What is required: The answer must consist of each line of the records below that contains the string "Różana".

Provided records:

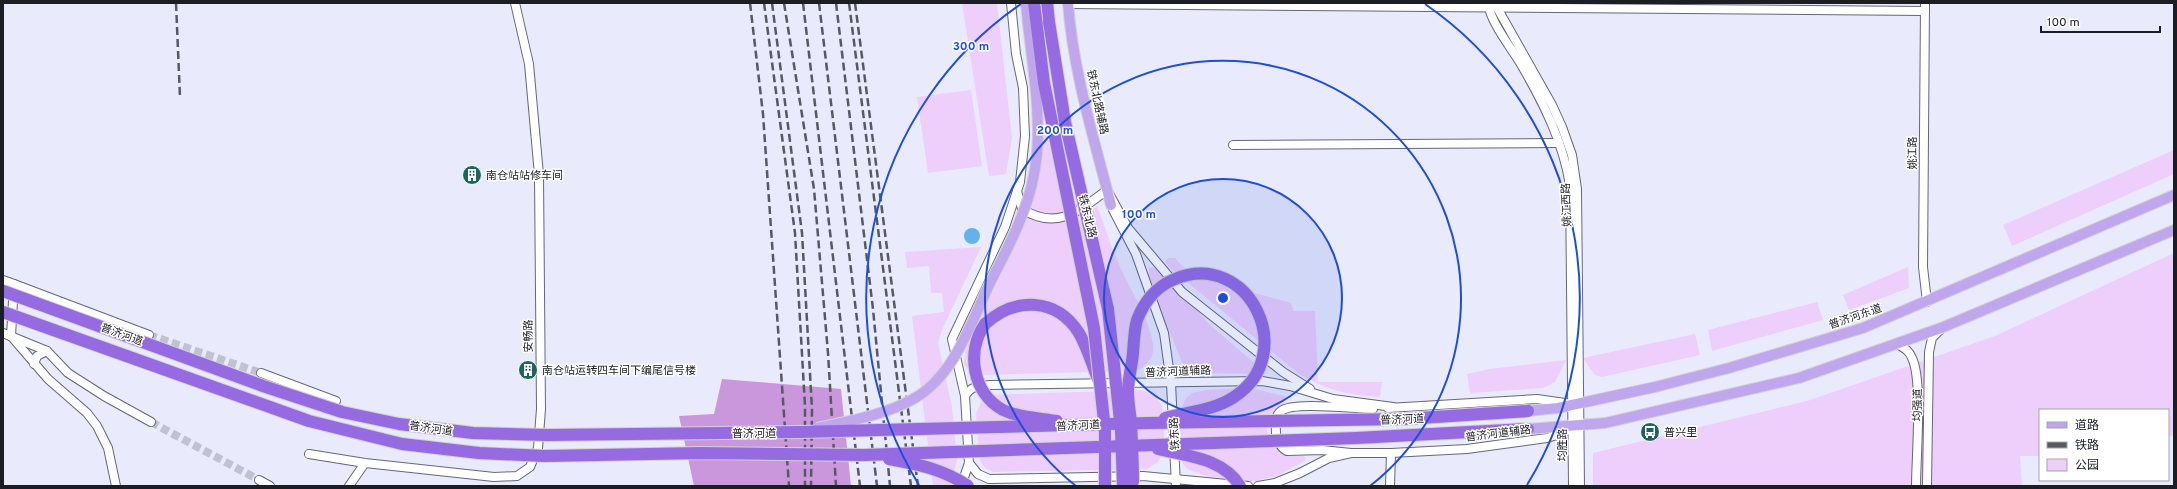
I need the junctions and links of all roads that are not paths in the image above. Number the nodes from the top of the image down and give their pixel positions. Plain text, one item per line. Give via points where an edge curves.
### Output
1 (515, 3) edge
2 (1011, 3) edge
3 (1026, 3) edge
4 (1034, 3) edge
5 (1047, 3) edge
6 (1068, 3) edge
7 (1492, 6) edge
8 (1925, 7) edge
9 (1560, 144) junction
10 (1233, 145) dead end
11 (1107, 190) junction
12 (1017, 191) junction
13 (2174, 196) edge
14 (1111, 205) joint
15 (2174, 230) edge
16 (3, 280) edge
17 (14, 284) junction
18 (3, 291) edge
19 (1927, 302) junction
20 (1108, 309) junction
21 (3, 312) edge
22 (1941, 328) junction
23 (7, 335) edge
24 (149, 335) tunnel mouth
25 (1897, 344) junction
26 (47, 351) junction
27 (34, 364) junction
28 (261, 373) tunnel mouth
29 (1099, 381) junction
30 (1171, 383) junction
31 (1128, 393) junction
32 (1322, 395) junction
33 (965, 396) junction
34 (336, 401) dead end
35 (1576, 404) junction
36 (1393, 407) junction
37 (1528, 411) joint
38 (151, 422) tunnel mouth
39 (1149, 423) junction
40 (1082, 424) junction
41 (1576, 427) junction
42 (1528, 428) joint
43 (800, 432) junction
44 (1143, 445) junction
45 (1351, 453) junction
46 (1390, 453) junction
47 (308, 454) dead end
48 (864, 455) junction
49 (365, 463) junction
50 (969, 463) junction
51 (1300, 473) junction
52 (494, 477) junction
53 (258, 480) tunnel mouth
54 (1176, 482) edge
55 (1130, 485) edge
56 (116, 486) edge
57 (270, 486) edge
58 (349, 486) edge
59 (493, 486) edge
60 (961, 486) edge
61 (968, 486) edge
62 (1105, 486) edge
63 (1240, 486) edge
64 (1248, 486) edge
65 (1258, 486) edge
66 (1282, 486) edge
67 (1390, 486) edge
68 (1573, 486) edge
69 (1580, 486) edge
70 (1916, 486) edge
71 (1927, 486) edge

1 - 52 street, 安畅路 via 529,64 539,175 541,409 538,448 530,468 518,476
2 - 12 street via 1016,54 1023,88 1025,136
3 - 43 main road, bridge via 1037,105 1037,154 1033,178 1023,215 964,337 949,364 932,384 915,398 890,410
4 - 29 highway, 铁东北路, bridge via 1044,83 1094,328
5 - 20 highway, 铁东北路, bridge via 1065,122
6 - 7 street
6 - 11 main road, 铁东北路辅路 via 1075,56
7 - 8 street
7 - 9 street, 姚江西路 via 1536,90
7 - 35 street, 姚江西路 via 1552,105 1572,155 1577,189
8 - 19 street, 姚江路 via 1923,267
9 - 10 street
9 - 35 street, 姚江西路 via 1566,159 1570,185
11 - 12 street via 1074,214 1055,218 1035,217 1022,209
11 - 14 main road, 铁东北路辅路
11 - 32 street via 1128,228 1182,292 1283,372
12 - 33 street via 1005,227 952,340
13 - 19 main road, 普济河东道
14 - 30 street via 1136,254 1164,333
15 - 22 main road
16 - 17 street
17 - 23 street
17 - 24 street
18 - 43 highway, 普济河道, bridge via 263,386 342,412 383,421 488,434
19 - 35 main road, 普济河东道 via 1863,328 1729,368
20 - 31 highway, bridge via 1119,338
20 - 55 highway, 铁东北路, bridge via 1121,430
21 - 48 highway, 普济河道, bridge via 309,421 402,444 479,453 544,456 700,453
22 - 25 main road
22 - 71 street, 均强道 via 1932,338 1929,352
23 - 26 street
23 - 27 street
25 - 41 main road via 1799,378 1682,407
25 - 70 street, 均强道 via 1908,350 1918,381
26 - 27 street via 37,356
26 - 38 street via 68,373
27 - 56 street via 87,413 97,426 108,448
28 - 34 street
29 - 40 highway, bridge via 1079,333 1064,316 1051,309 1026,304 1010,308 990,319 978,336 974,357 975,372 982,389 993,403 1015,414
29 - 62 highway, 铁东北路, bridge via 1105,430
30 - 32 street, 普济河道辅路 via 1262,381
30 - 33 street, 普济河道辅路 via 985,386 969,390
30 - 54 street, 铁东路
31 - 39 highway, bridge via 1136,324 1145,305 1160,288 1187,275 1210,274 1231,281 1249,297 1262,322 1265,343 1261,365 1253,380 1238,394 1218,404
31 - 55 highway, bridge via 1133,453
32 - 36 street, 普济河道辅路
33 - 50 street
35 - 36 street, 普济河道辅路 via 1537,399
35 - 37 main road, 普济河东道
35 - 41 street, 均胜路
36 - 45 street, 普济河道辅路 via 1377,409 1295,406 1285,408 1277,416 1277,437 1282,448 1287,451 1322,450
37 - 39 highway, 普济河道, bridge via 1404,420
39 - 40 highway, 普济河道, bridge
40 - 43 highway, 普济河道, bridge
41 - 42 main road
41 - 46 street, 普济河道辅路 via 1547,438 1467,448
41 - 68 street, 均胜路
41 - 69 street, 均胜路
42 - 44 highway, 普济河道, bridge via 1356,438
44 - 48 highway, 普济河道, bridge
44 - 63 highway, bridge via 1214,463 1230,474
45 - 46 street, 普济河道辅路
45 - 51 street, 普济河道辅路 via 1329,458
46 - 67 street
47 - 49 street, 安畅路
48 - 61 highway, bridge via 923,464
49 - 52 street, 安畅路
49 - 58 street
50 - 54 street via 978,474 989,479 1143,476
50 - 60 street
51 - 65 street, 普济河道辅路 via 1275,483
51 - 66 street
52 - 59 street
53 - 57 street
54 - 64 street

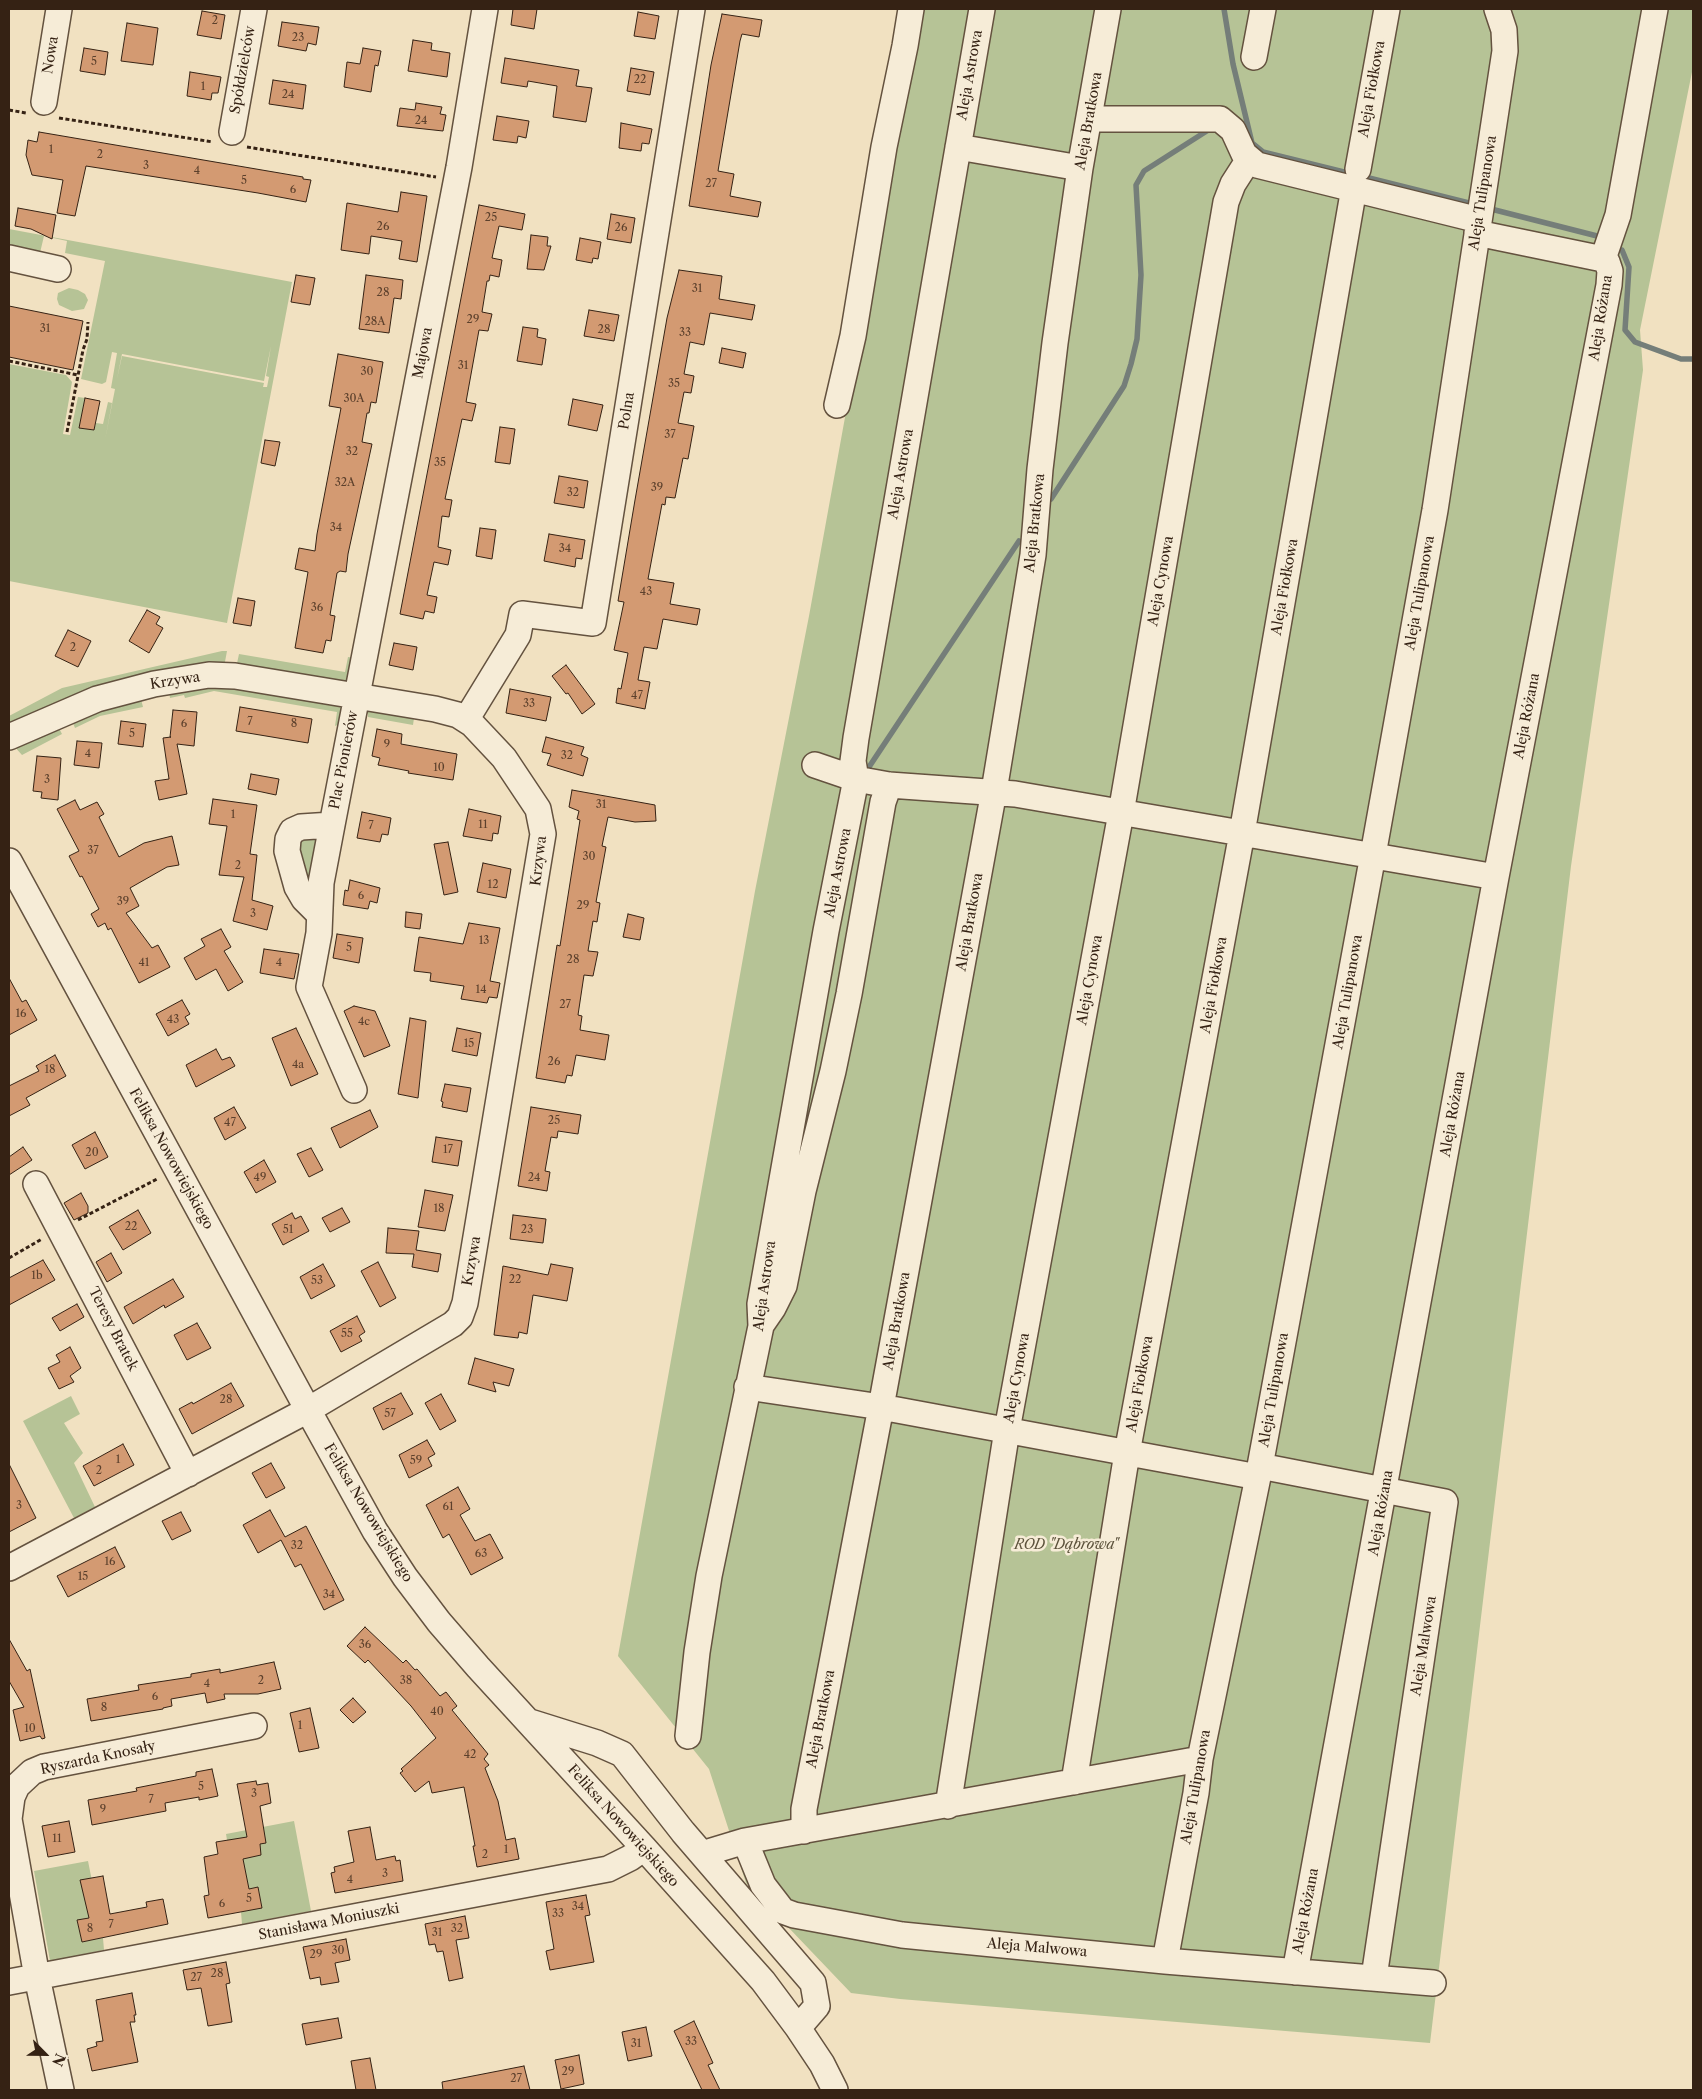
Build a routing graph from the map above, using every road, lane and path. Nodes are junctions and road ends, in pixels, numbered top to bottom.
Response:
1 (59, 9) edge
2 (254, 9) edge
3 (485, 9) edge
4 (692, 9) edge
5 (911, 9) edge
6 (982, 9) edge
7 (1108, 9) edge
8 (1262, 9) edge
9 (1387, 9) edge
10 (1655, 9) edge
11 (1505, 12) edge
12 (1254, 57) dead end
13 (9, 110) edge
14 (43, 111) junction
15 (1089, 119) junction
16 (231, 141) junction
17 (958, 147) junction
18 (1248, 159) junction
19 (1080, 168) junction
20 (440, 178) dead end
21 (1356, 178) junction
22 (1478, 226) junction
23 (9, 258) edge
24 (1603, 259) junction
25 (58, 269) dead end
26 (88, 322) dead end
27 (9, 362) edge
28 (78, 375) junction
29 (837, 405) dead end
30 (67, 432) dead end
31 (357, 696) junction
32 (466, 720) junction
33 (9, 737) edge
34 (815, 766) dead end
35 (856, 779) junction
36 (889, 785) junction
37 (994, 791) junction
38 (1121, 813) junction
39 (332, 825) junction
40 (1242, 833) junction
41 (1373, 855) junction
42 (9, 861) edge
43 (1496, 877) junction
44 (319, 914) junction
45 (354, 1090) dead end
46 (165, 1174) dead end
47 (36, 1184) dead end
48 (61, 1229) junction
49 (9, 1258) edge
50 (761, 1326) junction
51 (747, 1387) junction
52 (881, 1406) junction
53 (308, 1410) junction
54 (1007, 1430) junction
55 (1127, 1453) junction
56 (1259, 1472) junction
57 (188, 1474) junction
58 (1385, 1490) junction
59 (9, 1568) edge
60 (529, 1722) junction
61 (254, 1726) dead end
62 (688, 1736) dead end
63 (1200, 1759) junction
64 (1074, 1782) junction
65 (948, 1806) junction
66 (804, 1831) junction
67 (739, 1843) junction
68 (644, 1848) junction
69 (702, 1854) junction
70 (1165, 1961) junction
71 (1295, 1972) junction
72 (37, 1977) junction
73 (1374, 1977) junction
74 (9, 1982) edge
75 (1432, 1983) dead end
76 (798, 2028) junction
77 (61, 2090) edge
78 (835, 2090) edge

1 - 14 street, Nowa
2 - 16 street, Spółdzielców
3 - 31 street, Majowa
4 - 32 street, Polna
5 - 29 street
6 - 17 street, Aleja Astrowa
7 - 15 street, Aleja Bratkowa
8 - 12 street
9 - 21 street, Aleja Fiołkowa
10 - 24 street, Aleja Różana
11 - 22 street, Aleja Tulipanowa
13 - 14 path
14 - 16 path
15 - 18 street
15 - 19 street, Aleja Bratkowa
16 - 20 path
17 - 19 street
17 - 35 street, Aleja Astrowa
18 - 21 street, Aleja Różana
18 - 38 street, Aleja Cynowa
19 - 37 street, Aleja Bratkowa
21 - 22 street, Aleja Różana
21 - 40 street, Aleja Fiołkowa
22 - 24 street, Aleja Różana
22 - 41 street, Aleja Tulipanowa
23 - 25 street
24 - 43 street, Aleja Różana
26 - 28 path
27 - 28 path
28 - 30 path
31 - 32 street, Krzywa
31 - 33 street, Krzywa
31 - 39 street, Plac Pionierów
32 - 53 street, Krzywa
34 - 35 street
35 - 36 street
35 - 50 street, Aleja Astrowa
36 - 37 street
36 - 50 street
37 - 38 street
37 - 52 street, Aleja Bratkowa
38 - 40 street
38 - 54 street, Aleja Cynowa
39 - 44 street, Plac Pionierów
39 - 44 street, Plac Pionierów
40 - 41 street
40 - 55 street, Aleja Fiołkowa
41 - 43 street
41 - 56 street, Aleja Tulipanowa
42 - 53 street, Feliksa Nowowiejskiego
43 - 58 street, Aleja Różana
44 - 45 street, Plac Pionierów
46 - 48 path
47 - 48 street, Teresy Bratek
48 - 49 path
48 - 57 street, Teresy Bratek
50 - 51 street, Aleja Astrowa
51 - 52 street, Aleja Malwowa
51 - 62 street, Aleja Astrowa
52 - 54 street, Aleja Malwowa
52 - 66 street, Aleja Bratkowa
53 - 57 street
53 - 60 street, Feliksa Nowowiejskiego
54 - 55 street, Aleja Malwowa
54 - 65 street, Aleja Cynowa
55 - 56 street, Aleja Malwowa
55 - 64 street, Aleja Fiołkowa
56 - 58 street, Aleja Malwowa
56 - 63 street, Aleja Tulipanowa
57 - 59 street
58 - 71 street, Aleja Różana
58 - 73 street, Aleja Malwowa
60 - 68 street, Feliksa Nowowiejskiego
60 - 69 street
61 - 72 street, Ryszarda Knosały
63 - 64 street
63 - 70 street, Aleja Tulipanowa
64 - 65 street
65 - 66 street
66 - 67 street
67 - 69 street
67 - 70 street, Aleja Malwowa
68 - 72 street, Stanisława Moniuszki
68 - 76 street, Feliksa Nowowiejskiego
69 - 76 street
70 - 71 street, Aleja Malwowa
71 - 73 street, Aleja Malwowa
72 - 74 street, Stanisława Moniuszki
72 - 77 street, Ryszarda Knosały
73 - 75 street, Aleja Malwowa
76 - 78 street, Feliksa Nowowiejskiego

Exercise answer:
10 - 24 street, Aleja Różana
18 - 21 street, Aleja Różana
21 - 22 street, Aleja Różana
22 - 24 street, Aleja Różana
24 - 43 street, Aleja Różana
43 - 58 street, Aleja Różana
58 - 71 street, Aleja Różana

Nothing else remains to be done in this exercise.